The work rests on a web of backers. The association draws on elected councils, institutions under the Ministry of Culture and private partners, and stages the children’s work at cultural venues across Beni Mellal.

“Whenever there is a cultural hall or an art exhibition, our partners open it to us, and we bring the children together to show their work,” Lhimer said.

A shared space

The partnership runs deeper than a single show. Palette School, which co-hosted the exhibition, works alongside the association all year, its members helping to mentor the children.

The two open their doors to each other, so a child enrolled with one turns up at the other’s events. Any child with a gift for the visual arts can take part, Lhimer added, including those from outside either center.

Children's Art Takes Over Beni Mellal
Beni Mellal Is Celebrating Children’s Art / Courtesy of Noureddine Lhimer

Those shows do more than hang paintings for parents to admire. “The children get to know one another, even the ones from outside the association, and they trade their experiences,” Lhimer said. “It creates a space where they can raise the level of their creativity and their technique.”

Beyond Beni Mellal

The association has carried that ambition beyond the city, too. It has staged the Ain Asserdoun International Festival of Visual Arts, drawing artists from Palestine, Tunisia, Iraq, Ivory Coast and Russia to Beni Mellal under the banner of art as a dialogue between cultures. Even then, the youngest are not overlooked, with painting workshops set alongside the main exhibitions.

The response is what sustains him, he said.
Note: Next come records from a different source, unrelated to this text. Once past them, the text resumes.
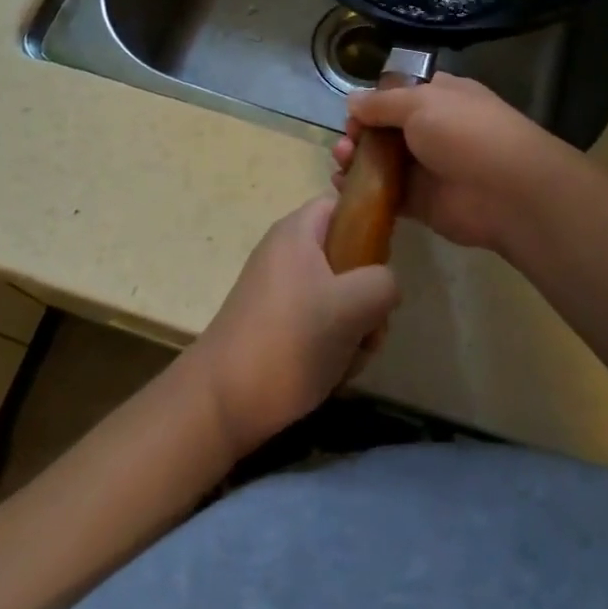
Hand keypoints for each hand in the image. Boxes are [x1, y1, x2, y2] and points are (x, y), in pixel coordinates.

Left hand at [188, 198, 400, 457]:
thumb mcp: (352, 305)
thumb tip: (385, 286)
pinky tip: (332, 372)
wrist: (221, 403)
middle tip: (368, 324)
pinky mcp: (276, 324)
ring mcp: (280, 290)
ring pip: (339, 296)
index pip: (344, 205)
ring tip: (349, 356)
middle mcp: (286, 253)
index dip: (371, 226)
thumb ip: (383, 283)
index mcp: (297, 231)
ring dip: (355, 327)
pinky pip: (320, 322)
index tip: (383, 262)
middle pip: (347, 256)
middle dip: (367, 294)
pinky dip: (333, 345)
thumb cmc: (289, 340)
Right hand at [332, 73, 585, 255]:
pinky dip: (363, 190)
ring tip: (341, 162)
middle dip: (360, 133)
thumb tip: (352, 102)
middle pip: (386, 129)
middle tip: (346, 143)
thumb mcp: (420, 102)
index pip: (400, 94)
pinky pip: (386, 194)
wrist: (506, 192)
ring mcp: (427, 167)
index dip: (373, 102)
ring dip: (356, 160)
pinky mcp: (421, 202)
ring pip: (382, 161)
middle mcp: (433, 129)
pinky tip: (342, 187)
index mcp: (440, 97)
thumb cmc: (464, 132)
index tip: (353, 114)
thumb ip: (382, 103)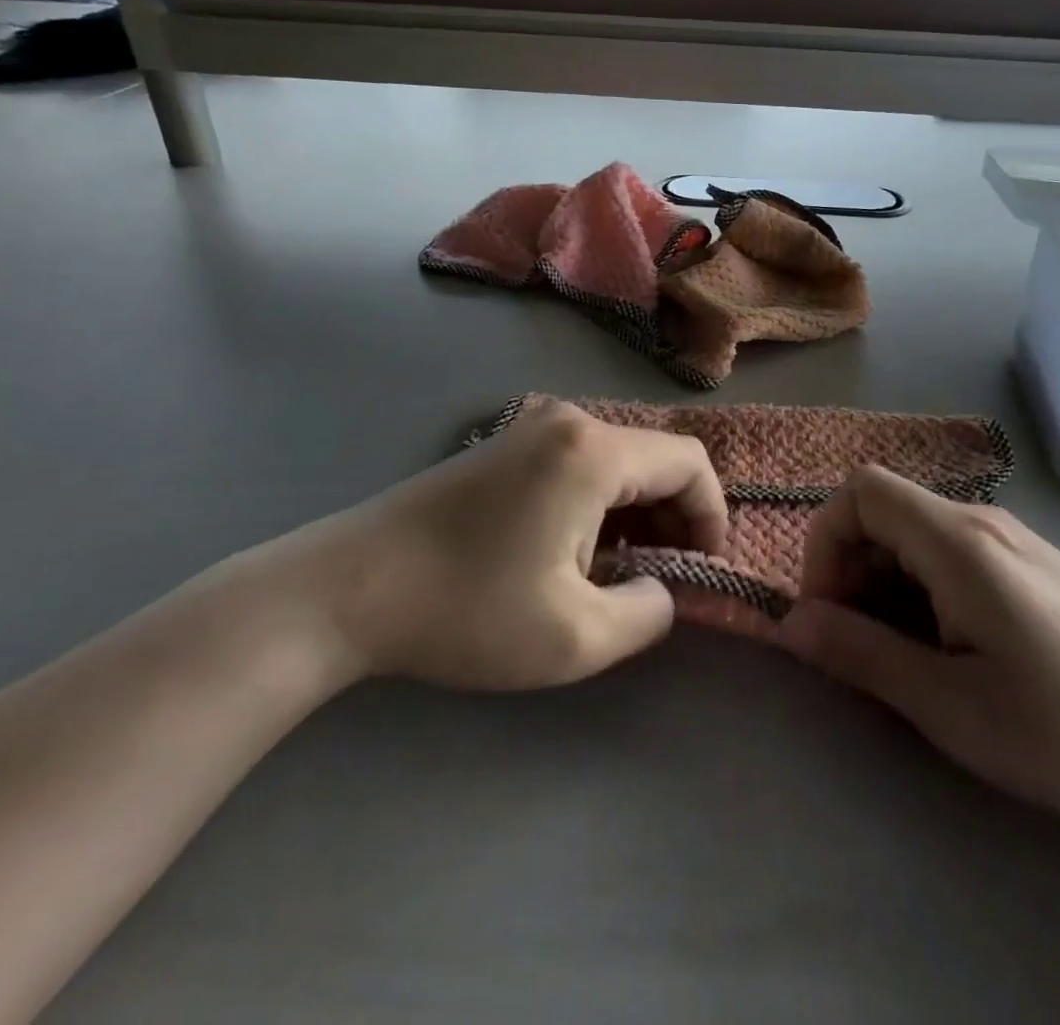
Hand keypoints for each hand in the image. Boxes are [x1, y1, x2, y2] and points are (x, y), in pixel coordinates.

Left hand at [261, 401, 726, 691]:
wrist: (348, 588)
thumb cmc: (467, 610)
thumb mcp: (576, 638)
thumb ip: (649, 614)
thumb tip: (663, 588)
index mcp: (594, 451)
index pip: (689, 463)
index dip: (711, 516)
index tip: (700, 572)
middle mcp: (569, 421)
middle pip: (654, 459)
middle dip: (673, 519)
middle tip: (659, 581)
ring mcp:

It comes from every quarter: the children who take part, their parents, and the wider public who come to see the shows. “That is what pushes us to keep working on this side, the one that has to do with children and young people,” he said.

The aim, he said, stays simple. “All of this is just to create a space for these children, where they can practice, sharpen their talents and refine their artistic ideas,” Lhimer said.

Beni Mellal sits inland at the foot of the Middle Atlas, capital of its own region and far from the coastal cities that dominate Morocco’s art scene. A show like this keeps some of that attention at home, and for 10 days it belongs to the city’s youngest artists.